▶ PROBLEM DETAILS
Every line with the word "language" in it should be extracted from the data that follows.

═══ DATA

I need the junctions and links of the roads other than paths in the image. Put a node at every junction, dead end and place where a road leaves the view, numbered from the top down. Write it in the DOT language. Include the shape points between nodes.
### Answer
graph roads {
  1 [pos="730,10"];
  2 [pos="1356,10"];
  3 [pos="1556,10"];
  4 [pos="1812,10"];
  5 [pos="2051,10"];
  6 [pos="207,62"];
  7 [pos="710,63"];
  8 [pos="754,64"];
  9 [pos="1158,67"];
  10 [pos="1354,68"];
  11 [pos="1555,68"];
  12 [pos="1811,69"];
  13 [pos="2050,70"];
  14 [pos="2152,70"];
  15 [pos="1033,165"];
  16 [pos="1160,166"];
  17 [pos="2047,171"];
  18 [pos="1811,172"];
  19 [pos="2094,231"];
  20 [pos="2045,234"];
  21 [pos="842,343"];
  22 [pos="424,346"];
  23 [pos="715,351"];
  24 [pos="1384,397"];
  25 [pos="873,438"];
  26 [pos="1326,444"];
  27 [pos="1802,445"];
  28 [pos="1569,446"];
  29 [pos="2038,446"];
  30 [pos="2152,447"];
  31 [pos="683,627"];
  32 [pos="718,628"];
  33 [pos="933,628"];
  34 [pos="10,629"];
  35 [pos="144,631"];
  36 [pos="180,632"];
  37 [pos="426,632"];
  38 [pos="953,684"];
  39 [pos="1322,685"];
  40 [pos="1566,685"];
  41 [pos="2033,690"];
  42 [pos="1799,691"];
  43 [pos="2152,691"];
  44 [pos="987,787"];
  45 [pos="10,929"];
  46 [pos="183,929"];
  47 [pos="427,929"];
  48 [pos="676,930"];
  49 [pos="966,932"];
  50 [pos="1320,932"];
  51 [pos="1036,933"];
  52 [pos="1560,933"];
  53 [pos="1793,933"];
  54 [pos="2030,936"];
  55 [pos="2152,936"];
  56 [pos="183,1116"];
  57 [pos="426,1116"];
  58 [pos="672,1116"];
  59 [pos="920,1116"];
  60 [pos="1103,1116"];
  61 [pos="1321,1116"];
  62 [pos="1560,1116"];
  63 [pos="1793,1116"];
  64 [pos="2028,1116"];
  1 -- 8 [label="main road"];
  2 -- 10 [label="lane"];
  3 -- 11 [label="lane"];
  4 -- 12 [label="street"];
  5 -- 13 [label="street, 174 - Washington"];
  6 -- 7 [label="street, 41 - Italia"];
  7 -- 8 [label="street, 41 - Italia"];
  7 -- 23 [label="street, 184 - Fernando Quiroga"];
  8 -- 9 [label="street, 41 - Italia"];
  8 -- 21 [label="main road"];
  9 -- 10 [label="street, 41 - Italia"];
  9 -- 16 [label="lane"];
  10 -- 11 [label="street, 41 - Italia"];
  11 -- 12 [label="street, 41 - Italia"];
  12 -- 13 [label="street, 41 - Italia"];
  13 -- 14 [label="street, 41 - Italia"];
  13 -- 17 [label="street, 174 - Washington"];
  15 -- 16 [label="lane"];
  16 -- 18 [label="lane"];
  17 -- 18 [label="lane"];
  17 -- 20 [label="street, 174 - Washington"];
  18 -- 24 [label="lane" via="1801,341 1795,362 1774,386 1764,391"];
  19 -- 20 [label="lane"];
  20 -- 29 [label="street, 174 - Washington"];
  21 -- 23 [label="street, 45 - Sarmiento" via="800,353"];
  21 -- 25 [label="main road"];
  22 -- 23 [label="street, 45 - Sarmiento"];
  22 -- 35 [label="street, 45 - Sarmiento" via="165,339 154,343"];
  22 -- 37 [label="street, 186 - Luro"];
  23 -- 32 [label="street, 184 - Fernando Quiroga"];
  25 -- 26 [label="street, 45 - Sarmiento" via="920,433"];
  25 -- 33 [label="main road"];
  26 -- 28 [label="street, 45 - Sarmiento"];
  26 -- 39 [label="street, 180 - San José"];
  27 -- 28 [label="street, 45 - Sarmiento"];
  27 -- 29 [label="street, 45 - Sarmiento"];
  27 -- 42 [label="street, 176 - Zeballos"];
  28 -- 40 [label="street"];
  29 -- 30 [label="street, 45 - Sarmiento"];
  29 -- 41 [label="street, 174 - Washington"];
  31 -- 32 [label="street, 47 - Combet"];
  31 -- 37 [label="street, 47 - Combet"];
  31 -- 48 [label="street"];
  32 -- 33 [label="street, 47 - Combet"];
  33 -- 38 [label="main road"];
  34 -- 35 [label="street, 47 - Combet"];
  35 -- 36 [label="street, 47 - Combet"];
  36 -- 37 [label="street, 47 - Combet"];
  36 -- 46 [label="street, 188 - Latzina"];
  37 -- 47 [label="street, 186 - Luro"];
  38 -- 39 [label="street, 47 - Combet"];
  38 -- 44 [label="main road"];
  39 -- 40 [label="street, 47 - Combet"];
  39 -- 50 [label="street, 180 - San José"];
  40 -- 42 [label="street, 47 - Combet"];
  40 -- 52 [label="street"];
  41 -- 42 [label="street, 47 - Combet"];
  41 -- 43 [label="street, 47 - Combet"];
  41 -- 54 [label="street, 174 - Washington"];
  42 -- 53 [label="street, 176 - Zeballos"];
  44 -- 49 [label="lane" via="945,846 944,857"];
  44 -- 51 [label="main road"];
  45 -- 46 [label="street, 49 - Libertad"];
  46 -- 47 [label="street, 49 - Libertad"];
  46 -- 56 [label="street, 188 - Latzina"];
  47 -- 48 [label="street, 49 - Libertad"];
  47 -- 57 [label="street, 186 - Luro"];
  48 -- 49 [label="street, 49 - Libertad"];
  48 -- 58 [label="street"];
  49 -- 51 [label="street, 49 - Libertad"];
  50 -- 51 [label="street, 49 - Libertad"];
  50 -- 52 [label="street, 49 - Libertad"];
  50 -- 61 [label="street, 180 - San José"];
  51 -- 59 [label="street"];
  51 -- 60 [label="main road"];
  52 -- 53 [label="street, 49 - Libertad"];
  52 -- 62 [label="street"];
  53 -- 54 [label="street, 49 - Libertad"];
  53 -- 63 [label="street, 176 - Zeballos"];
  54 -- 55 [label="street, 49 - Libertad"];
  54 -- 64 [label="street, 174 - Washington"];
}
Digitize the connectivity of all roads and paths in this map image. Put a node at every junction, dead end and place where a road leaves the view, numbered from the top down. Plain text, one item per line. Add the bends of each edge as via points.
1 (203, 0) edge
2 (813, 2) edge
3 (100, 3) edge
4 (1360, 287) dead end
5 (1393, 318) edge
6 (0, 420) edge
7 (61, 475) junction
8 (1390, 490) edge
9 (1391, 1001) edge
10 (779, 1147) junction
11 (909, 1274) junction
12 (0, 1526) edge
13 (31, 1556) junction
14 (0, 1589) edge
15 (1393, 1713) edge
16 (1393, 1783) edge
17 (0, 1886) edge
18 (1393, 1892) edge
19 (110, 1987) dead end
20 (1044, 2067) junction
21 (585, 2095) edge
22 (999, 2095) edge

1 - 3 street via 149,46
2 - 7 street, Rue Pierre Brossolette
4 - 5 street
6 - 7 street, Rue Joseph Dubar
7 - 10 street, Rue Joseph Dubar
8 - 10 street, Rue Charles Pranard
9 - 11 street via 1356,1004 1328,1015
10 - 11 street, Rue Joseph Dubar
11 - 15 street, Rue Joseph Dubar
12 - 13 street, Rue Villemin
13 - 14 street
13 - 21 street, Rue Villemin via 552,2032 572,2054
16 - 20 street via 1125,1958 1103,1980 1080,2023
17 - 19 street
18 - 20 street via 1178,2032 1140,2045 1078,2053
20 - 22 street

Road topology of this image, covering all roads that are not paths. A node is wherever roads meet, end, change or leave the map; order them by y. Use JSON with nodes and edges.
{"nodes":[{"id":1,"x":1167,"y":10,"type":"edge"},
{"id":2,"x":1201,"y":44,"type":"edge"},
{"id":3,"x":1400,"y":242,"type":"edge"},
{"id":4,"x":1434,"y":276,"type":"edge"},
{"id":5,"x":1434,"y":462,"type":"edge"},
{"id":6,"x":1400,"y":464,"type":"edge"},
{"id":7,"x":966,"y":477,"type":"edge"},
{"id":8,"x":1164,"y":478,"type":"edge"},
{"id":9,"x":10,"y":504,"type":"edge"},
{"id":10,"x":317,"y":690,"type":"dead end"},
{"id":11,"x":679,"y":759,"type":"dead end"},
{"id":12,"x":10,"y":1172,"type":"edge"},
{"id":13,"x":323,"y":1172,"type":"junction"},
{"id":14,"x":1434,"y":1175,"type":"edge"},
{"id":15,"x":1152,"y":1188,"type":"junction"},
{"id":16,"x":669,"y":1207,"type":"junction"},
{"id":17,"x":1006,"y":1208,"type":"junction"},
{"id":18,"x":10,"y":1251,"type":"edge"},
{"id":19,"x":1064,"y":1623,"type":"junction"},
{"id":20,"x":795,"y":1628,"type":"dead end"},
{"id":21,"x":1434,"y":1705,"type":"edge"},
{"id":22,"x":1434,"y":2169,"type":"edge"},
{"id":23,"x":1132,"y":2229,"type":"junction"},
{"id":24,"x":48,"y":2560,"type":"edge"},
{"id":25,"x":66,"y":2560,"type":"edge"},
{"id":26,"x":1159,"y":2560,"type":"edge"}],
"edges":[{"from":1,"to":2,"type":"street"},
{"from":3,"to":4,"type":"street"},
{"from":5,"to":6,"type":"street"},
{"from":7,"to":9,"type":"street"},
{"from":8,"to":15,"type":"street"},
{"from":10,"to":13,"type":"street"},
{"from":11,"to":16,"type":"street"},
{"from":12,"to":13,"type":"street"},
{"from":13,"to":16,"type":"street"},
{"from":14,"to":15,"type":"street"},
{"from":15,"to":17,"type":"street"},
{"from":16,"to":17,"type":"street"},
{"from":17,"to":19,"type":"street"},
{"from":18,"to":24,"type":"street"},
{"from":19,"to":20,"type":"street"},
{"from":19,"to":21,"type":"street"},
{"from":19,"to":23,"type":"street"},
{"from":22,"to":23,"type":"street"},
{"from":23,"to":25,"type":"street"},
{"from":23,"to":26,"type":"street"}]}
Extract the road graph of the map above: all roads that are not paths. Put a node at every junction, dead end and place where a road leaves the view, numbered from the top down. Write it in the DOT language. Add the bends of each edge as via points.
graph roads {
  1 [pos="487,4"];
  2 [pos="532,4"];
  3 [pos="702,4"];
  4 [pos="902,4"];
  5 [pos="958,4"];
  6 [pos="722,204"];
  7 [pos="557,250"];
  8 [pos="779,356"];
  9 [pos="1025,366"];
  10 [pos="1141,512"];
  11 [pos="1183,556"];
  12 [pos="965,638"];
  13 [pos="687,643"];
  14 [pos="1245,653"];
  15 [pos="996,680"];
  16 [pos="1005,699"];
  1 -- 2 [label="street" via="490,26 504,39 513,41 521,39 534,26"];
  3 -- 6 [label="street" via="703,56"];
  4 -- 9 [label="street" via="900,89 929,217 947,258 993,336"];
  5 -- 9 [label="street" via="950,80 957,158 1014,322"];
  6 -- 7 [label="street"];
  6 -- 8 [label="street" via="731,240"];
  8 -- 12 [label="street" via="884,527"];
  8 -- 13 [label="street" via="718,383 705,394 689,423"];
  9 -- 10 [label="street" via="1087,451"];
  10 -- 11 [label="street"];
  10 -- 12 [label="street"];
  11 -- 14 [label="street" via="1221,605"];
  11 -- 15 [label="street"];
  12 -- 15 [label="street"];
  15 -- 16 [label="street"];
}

══════

▶ RESPONSE
I need the junctions and links of the roads other than paths in the image. Put a node at every junction, dead end and place where a road leaves the view, numbered from the top down. Write it in the DOT language. Include the shape points between nodes.
Extract the road graph of the map above: all roads that are not paths. Put a node at every junction, dead end and place where a road leaves the view, numbered from the top down. Write it in the DOT language. Add the bends of each edge as via points.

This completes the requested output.